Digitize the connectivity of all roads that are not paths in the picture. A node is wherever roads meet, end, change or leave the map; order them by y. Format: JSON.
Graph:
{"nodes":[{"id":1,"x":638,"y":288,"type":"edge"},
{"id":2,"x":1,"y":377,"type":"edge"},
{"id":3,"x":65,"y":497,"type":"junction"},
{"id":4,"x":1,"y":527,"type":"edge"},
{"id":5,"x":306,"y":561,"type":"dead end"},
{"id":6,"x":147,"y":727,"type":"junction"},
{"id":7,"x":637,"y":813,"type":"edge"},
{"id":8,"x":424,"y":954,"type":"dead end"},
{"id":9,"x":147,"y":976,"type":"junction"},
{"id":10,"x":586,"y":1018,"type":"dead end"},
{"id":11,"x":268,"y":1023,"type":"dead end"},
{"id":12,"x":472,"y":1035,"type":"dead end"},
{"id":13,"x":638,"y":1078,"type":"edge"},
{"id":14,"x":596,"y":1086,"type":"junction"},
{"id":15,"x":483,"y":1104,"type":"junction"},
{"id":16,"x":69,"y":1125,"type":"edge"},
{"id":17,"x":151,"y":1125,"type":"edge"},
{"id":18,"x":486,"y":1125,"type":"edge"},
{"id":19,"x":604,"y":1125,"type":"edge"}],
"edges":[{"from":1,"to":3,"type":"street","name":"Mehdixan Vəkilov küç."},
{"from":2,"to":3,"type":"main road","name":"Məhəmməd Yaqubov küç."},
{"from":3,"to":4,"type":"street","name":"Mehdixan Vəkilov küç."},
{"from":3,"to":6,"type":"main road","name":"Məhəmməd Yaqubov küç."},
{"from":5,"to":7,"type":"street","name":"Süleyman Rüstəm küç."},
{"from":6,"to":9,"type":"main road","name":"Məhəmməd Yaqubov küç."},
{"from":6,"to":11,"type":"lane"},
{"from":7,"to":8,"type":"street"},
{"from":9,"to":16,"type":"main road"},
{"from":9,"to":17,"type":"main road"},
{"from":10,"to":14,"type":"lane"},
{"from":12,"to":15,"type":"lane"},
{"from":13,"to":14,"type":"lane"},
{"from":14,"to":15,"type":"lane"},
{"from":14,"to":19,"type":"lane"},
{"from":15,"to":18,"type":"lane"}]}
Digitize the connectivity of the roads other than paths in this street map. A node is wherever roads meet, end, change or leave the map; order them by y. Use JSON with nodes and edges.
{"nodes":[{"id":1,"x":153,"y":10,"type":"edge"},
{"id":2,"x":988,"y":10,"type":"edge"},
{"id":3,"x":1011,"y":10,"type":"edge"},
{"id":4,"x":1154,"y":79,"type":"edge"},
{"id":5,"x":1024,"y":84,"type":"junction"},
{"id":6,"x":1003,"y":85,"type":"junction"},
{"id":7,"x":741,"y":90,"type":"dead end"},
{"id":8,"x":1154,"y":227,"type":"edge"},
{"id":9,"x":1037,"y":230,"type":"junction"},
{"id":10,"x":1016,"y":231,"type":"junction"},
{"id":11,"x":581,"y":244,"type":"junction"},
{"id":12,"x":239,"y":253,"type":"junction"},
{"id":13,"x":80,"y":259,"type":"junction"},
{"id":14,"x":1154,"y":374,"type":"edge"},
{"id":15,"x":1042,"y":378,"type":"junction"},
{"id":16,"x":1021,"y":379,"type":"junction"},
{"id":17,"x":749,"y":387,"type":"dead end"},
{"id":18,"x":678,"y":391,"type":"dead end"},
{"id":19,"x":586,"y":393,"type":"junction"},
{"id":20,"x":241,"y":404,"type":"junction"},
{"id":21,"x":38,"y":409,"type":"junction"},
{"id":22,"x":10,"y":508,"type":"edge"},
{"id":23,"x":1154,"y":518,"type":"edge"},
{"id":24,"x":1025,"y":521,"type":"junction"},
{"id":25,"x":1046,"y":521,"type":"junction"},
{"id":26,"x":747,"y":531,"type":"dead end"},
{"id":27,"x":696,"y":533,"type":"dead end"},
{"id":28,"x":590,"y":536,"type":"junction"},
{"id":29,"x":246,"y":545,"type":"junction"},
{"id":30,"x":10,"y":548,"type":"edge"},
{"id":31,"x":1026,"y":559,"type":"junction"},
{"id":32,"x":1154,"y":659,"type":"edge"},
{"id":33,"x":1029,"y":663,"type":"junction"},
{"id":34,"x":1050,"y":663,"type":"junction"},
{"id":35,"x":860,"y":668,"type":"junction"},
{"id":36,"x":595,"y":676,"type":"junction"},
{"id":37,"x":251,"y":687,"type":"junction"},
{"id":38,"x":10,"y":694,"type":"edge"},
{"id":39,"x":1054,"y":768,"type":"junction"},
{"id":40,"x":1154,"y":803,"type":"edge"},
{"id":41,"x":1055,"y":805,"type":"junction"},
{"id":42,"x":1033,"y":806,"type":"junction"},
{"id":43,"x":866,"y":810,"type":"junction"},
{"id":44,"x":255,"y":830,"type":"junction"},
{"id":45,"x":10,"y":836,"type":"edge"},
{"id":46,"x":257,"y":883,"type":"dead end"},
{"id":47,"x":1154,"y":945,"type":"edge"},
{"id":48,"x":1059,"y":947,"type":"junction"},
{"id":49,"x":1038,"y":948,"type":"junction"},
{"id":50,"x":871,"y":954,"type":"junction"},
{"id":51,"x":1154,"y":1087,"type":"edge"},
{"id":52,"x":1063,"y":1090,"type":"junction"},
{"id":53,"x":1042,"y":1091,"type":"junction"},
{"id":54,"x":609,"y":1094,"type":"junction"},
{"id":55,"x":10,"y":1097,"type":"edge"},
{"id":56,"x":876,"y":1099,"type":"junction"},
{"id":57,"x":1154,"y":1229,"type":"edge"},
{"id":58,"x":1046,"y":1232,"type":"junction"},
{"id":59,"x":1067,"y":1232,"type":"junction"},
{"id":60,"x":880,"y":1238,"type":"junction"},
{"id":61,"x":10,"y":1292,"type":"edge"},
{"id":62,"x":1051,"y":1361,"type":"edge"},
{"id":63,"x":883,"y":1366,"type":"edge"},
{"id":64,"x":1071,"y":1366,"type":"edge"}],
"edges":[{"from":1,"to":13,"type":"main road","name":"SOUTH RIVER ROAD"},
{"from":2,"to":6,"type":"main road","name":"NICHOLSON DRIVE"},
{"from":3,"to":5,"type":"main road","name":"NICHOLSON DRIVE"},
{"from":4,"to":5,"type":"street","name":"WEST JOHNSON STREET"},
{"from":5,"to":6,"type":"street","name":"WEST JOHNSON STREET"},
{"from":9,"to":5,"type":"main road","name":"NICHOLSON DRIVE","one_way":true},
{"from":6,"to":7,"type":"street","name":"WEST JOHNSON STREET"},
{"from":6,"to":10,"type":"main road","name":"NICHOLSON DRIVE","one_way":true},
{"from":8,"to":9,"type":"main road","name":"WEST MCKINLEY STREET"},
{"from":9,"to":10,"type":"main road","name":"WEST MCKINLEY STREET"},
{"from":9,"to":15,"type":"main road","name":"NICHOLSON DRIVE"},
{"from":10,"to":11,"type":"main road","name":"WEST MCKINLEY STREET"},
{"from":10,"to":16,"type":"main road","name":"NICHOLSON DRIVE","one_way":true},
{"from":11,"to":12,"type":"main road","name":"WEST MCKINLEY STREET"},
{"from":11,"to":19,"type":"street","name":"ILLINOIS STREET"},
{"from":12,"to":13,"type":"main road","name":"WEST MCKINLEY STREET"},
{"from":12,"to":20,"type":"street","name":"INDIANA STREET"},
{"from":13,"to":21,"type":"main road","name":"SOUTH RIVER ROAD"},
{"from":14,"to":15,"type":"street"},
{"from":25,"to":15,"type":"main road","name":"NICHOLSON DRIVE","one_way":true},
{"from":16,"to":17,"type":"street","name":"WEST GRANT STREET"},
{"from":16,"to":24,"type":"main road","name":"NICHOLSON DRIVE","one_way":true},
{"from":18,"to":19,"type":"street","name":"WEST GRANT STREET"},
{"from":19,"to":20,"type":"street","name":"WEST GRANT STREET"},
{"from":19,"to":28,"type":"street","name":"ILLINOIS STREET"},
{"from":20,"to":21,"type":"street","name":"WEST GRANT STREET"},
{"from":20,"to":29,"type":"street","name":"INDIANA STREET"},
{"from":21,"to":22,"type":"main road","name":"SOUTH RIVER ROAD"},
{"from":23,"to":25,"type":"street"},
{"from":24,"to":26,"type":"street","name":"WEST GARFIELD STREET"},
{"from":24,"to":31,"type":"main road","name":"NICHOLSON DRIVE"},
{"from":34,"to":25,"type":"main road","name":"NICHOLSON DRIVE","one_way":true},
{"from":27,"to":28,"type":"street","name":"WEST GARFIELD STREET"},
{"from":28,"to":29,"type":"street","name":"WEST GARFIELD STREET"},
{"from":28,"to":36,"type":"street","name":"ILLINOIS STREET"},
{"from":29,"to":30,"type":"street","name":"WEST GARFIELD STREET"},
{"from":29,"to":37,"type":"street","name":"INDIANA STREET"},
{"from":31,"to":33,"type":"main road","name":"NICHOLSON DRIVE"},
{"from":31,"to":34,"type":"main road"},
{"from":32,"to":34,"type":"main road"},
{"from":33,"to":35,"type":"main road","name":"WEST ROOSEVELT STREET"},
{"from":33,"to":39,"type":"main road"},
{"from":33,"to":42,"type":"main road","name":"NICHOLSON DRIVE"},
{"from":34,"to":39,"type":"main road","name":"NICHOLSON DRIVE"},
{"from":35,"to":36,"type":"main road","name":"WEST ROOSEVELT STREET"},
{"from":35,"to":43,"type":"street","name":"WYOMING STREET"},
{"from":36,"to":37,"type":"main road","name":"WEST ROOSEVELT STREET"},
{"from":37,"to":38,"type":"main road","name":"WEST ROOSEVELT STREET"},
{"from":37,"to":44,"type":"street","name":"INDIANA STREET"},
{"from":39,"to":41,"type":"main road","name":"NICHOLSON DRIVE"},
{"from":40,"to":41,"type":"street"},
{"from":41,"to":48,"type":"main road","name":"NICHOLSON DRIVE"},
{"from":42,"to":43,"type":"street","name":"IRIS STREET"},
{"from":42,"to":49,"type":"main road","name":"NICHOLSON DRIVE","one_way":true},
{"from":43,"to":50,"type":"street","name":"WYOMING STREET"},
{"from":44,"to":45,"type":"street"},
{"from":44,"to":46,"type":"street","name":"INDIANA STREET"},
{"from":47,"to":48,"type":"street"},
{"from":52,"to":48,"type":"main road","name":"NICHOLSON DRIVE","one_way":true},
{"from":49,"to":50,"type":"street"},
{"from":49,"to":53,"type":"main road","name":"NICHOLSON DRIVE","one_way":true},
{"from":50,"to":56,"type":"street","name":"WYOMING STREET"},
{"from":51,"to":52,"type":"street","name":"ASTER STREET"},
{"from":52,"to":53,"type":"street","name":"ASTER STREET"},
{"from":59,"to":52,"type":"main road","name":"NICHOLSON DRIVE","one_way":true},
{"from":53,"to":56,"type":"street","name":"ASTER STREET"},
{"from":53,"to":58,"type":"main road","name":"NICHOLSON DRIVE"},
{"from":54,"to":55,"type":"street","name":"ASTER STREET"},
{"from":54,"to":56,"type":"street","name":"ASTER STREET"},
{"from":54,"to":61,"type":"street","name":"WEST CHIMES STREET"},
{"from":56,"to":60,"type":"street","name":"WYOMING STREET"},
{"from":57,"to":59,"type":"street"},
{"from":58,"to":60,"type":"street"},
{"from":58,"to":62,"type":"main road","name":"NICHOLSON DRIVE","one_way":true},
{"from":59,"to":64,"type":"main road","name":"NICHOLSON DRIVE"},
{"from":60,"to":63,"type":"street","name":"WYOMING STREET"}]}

■ ■ ■

AIM OF THE TASK:
Select and copy every line of the listing with the word "GRANT".

EXERCISE SOLUTION:
{"from":16,"to":17,"type":"street","name":"WEST GRANT STREET"},
{"from":18,"to":19,"type":"street","name":"WEST GRANT STREET"},
{"from":19,"to":20,"type":"street","name":"WEST GRANT STREET"},
{"from":20,"to":21,"type":"street","name":"WEST GRANT STREET"},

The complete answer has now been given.